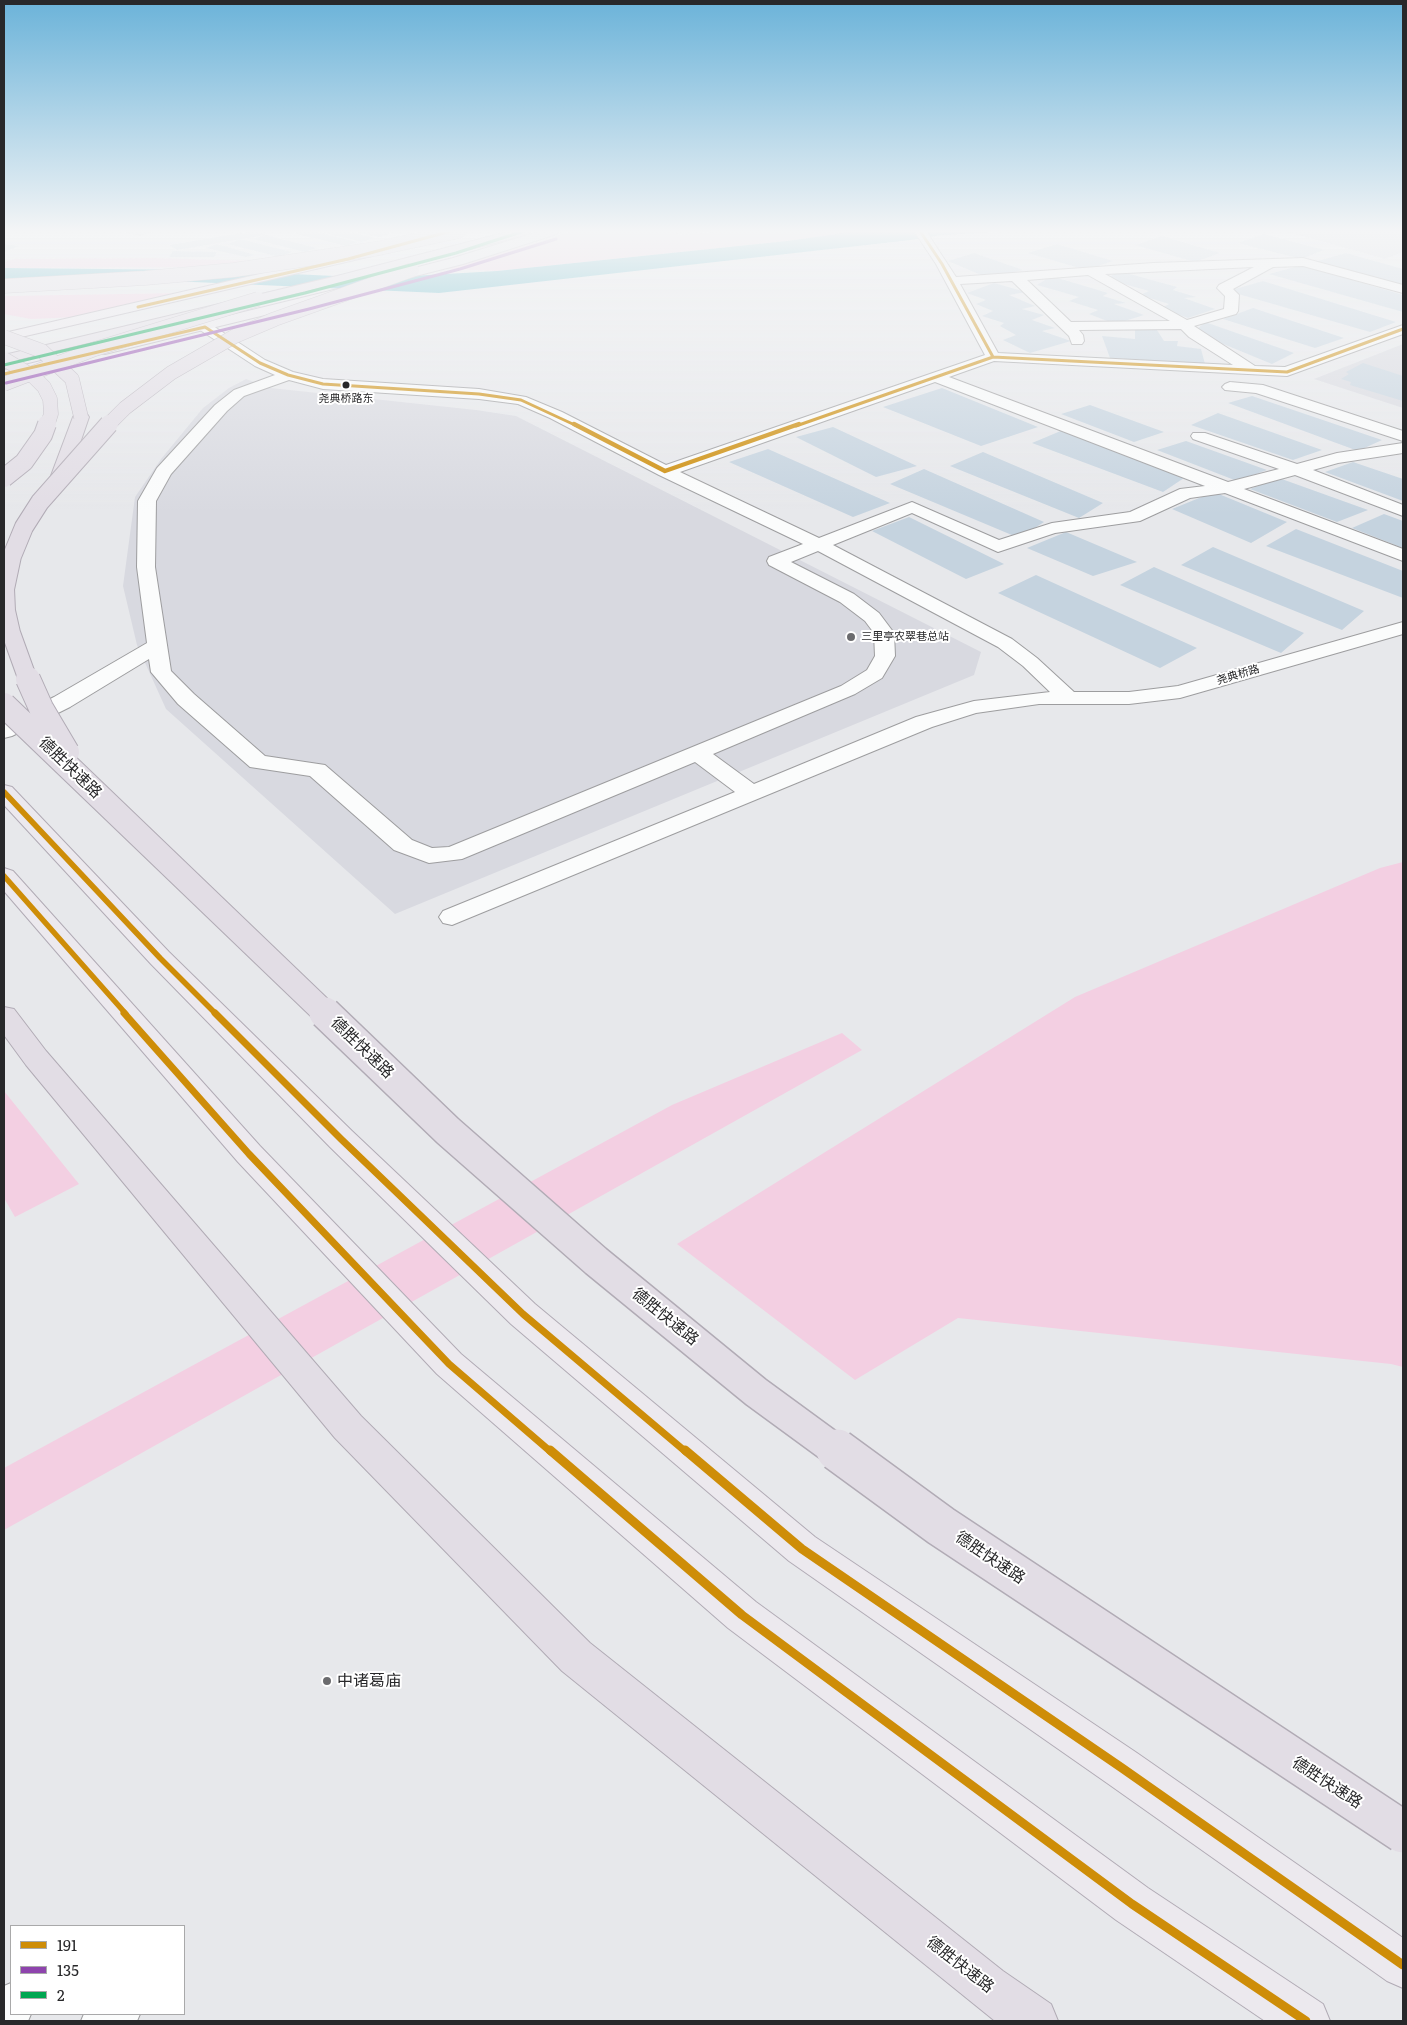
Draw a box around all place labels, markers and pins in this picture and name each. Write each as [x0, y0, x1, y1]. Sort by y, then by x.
marker: 尧典桥路东 [341, 380, 351, 390]
place label: 尧典桥路东 [319, 392, 373, 406]
place label: 三里亭农翠巷总站 [861, 630, 949, 644]
marker: 三里亭农翠巷总站 [845, 631, 857, 643]
place label: 中诸葛庙 [337, 1671, 401, 1691]
marker: 中诸葛庙 [321, 1675, 333, 1687]

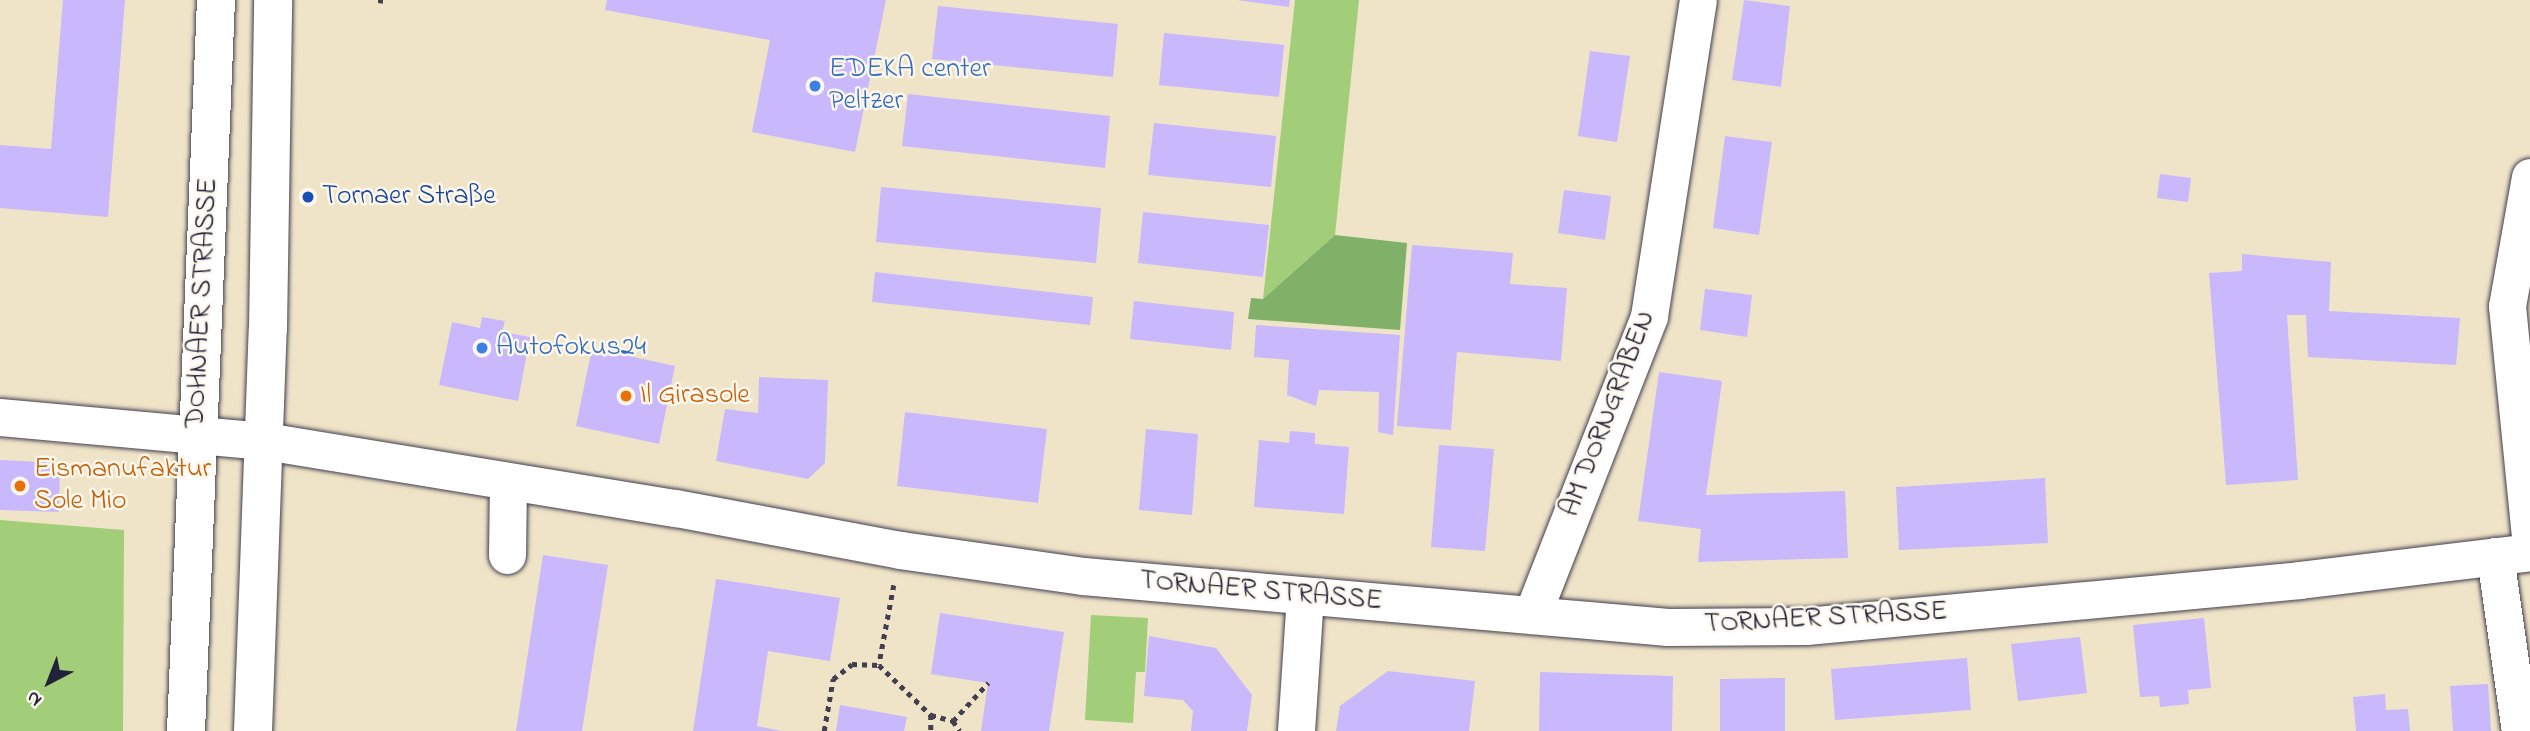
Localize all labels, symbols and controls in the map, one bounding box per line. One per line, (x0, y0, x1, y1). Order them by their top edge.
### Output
place label: EDEKA center Peltzer (829, 53, 991, 119)
marker: EDEKA center Peltzer (807, 78, 823, 94)
street label: DOHNAER STRASSE (180, 177, 226, 429)
place label: Tornaer Straße (322, 180, 496, 214)
marker: Tornaer Straße (300, 189, 316, 205)
street label: AM DORNGRABEN (1554, 306, 1664, 522)
place label: Autofokus24 (496, 331, 646, 365)
marker: Autofokus24 (474, 340, 490, 356)
place label: Il Girasole (640, 379, 750, 413)
marker: Il Girasole (618, 388, 634, 404)
place label: Eismanufaktur Sole Mio (34, 453, 211, 519)
marker: Eismanufaktur Sole Mio (12, 478, 28, 494)
street label: TORNAER STRASSE (1138, 565, 1384, 619)
street label: TORNAER STRASSE (1704, 596, 1948, 642)
north arrow (14, 647, 84, 717)
text: N (21, 684, 48, 712)

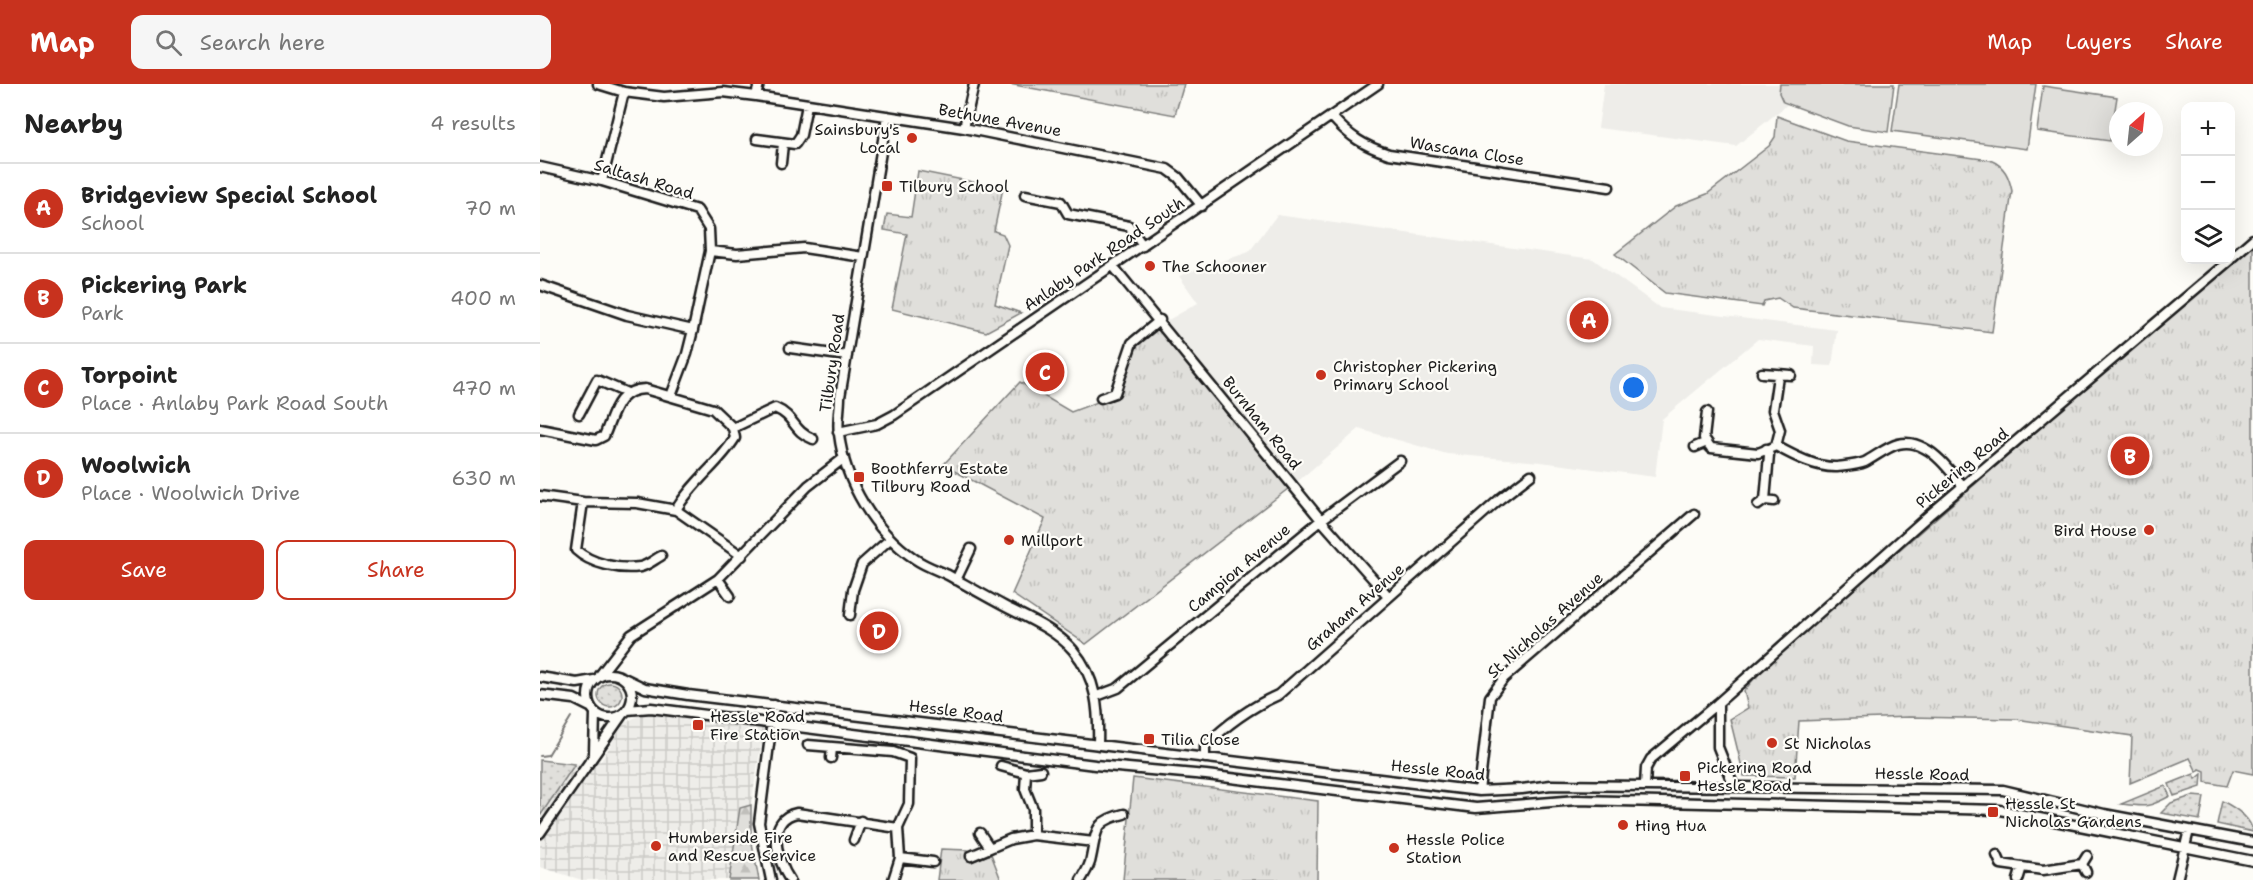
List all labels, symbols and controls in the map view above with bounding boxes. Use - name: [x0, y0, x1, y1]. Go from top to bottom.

• • • •

Try it: The reply must hold each line of the records verbatim and no pictures.

Answer to the exercise:
Draw a box around all place labels, markers and pins in this picture and name each. Write each as [x0, y0, x1, y1]. Sort by y, then by x.
marker: 尧典桥路东 [341, 380, 351, 390]
place label: 尧典桥路东 [319, 392, 373, 406]
place label: 三里亭农翠巷总站 [861, 630, 949, 644]
marker: 三里亭农翠巷总站 [845, 631, 857, 643]
place label: 中诸葛庙 [337, 1671, 401, 1691]
marker: 中诸葛庙 [321, 1675, 333, 1687]

Localize all labels, symbols and controls in the map, one bounding box per line. One per line, (x0, y0, x1, y1). Order them by their top edge.
### Output
place label: EDEKA center Peltzer (829, 53, 991, 119)
marker: EDEKA center Peltzer (807, 78, 823, 94)
street label: DOHNAER STRASSE (180, 177, 226, 429)
place label: Tornaer Straße (322, 180, 496, 214)
marker: Tornaer Straße (300, 189, 316, 205)
street label: AM DORNGRABEN (1554, 306, 1664, 522)
place label: Autofokus24 (496, 331, 646, 365)
marker: Autofokus24 (474, 340, 490, 356)
place label: Il Girasole (640, 379, 750, 413)
marker: Il Girasole (618, 388, 634, 404)
place label: Eismanufaktur Sole Mio (34, 453, 211, 519)
marker: Eismanufaktur Sole Mio (12, 478, 28, 494)
street label: TORNAER STRASSE (1138, 565, 1384, 619)
street label: TORNAER STRASSE (1704, 596, 1948, 642)
north arrow (14, 647, 84, 717)
text: N (21, 684, 48, 712)

List all labels, symbols and controls in the map view above with bounding boxes. Use - name: [x0, y0, x1, y1]. Go from top to bottom.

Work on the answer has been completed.